Exercise details: Consider the entries given below. Count the lines that include "Diestlaan" and give only the count.

'''

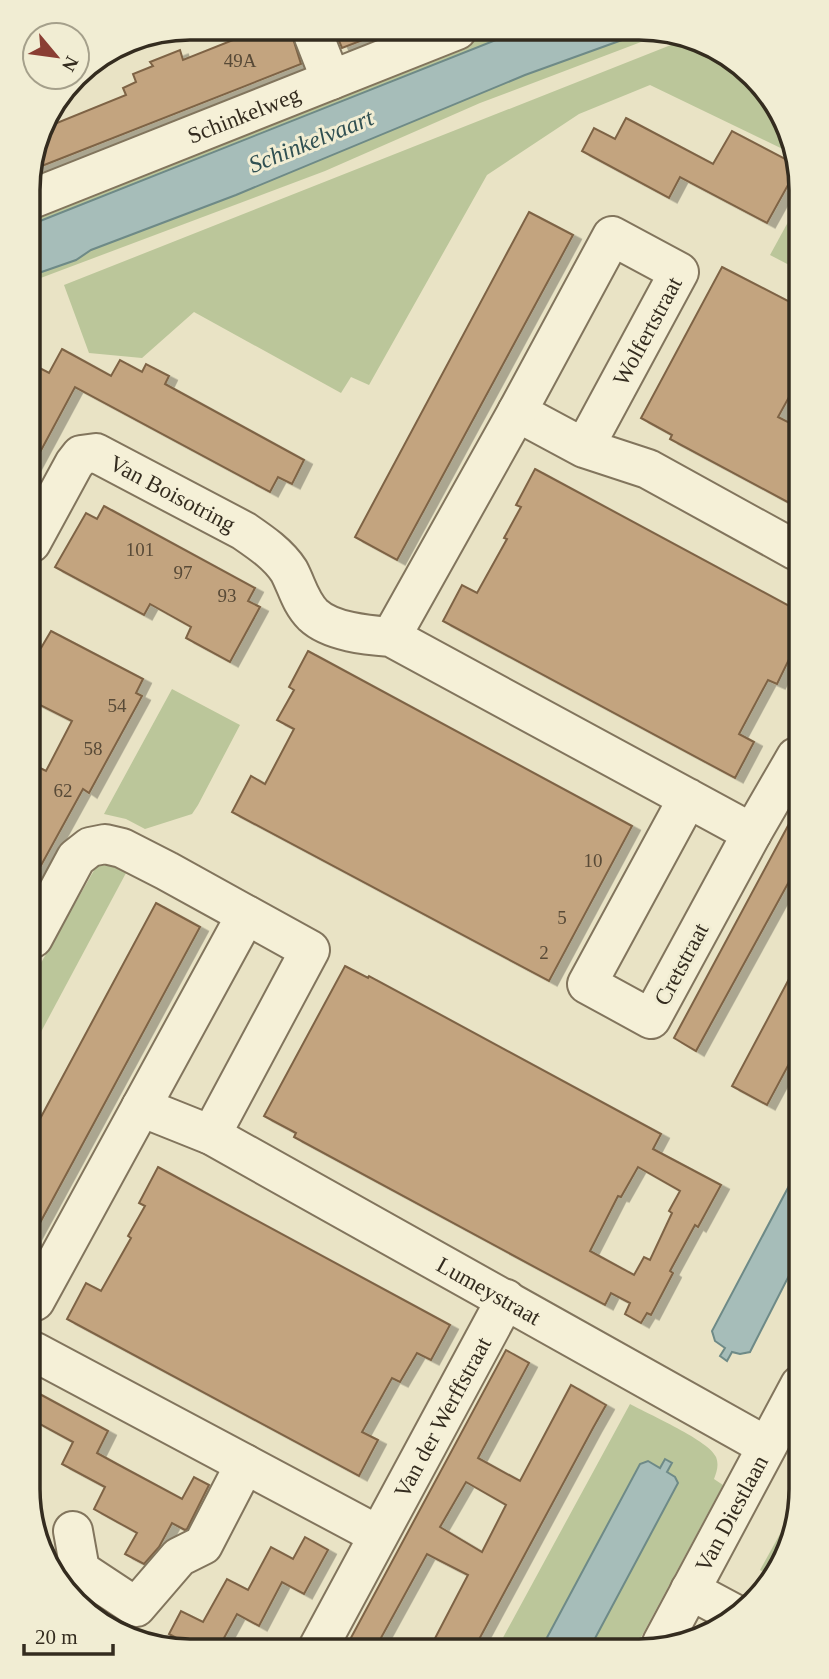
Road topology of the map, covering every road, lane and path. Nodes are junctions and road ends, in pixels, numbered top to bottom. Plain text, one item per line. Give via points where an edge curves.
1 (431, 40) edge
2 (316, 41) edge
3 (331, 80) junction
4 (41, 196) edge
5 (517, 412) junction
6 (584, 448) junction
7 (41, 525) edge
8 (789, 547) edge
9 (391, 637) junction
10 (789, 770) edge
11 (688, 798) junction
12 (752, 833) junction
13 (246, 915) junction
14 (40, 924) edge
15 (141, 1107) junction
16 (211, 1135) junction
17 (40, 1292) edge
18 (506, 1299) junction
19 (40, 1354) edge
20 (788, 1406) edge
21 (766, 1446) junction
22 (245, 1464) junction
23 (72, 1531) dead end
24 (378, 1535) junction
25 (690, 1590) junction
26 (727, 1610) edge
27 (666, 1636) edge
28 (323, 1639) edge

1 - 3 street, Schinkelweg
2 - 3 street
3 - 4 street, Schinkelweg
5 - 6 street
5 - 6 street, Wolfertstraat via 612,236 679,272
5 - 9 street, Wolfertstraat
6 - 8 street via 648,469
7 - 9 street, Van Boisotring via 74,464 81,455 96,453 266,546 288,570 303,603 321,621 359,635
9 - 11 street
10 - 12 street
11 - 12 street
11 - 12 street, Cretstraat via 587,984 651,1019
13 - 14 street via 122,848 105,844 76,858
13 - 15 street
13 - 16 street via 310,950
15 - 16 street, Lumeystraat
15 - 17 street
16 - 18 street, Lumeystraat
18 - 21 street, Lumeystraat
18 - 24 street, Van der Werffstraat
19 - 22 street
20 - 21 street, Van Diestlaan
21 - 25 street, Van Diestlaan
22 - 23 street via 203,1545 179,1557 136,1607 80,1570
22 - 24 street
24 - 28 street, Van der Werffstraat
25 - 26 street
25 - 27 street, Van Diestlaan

'''

Your response: 3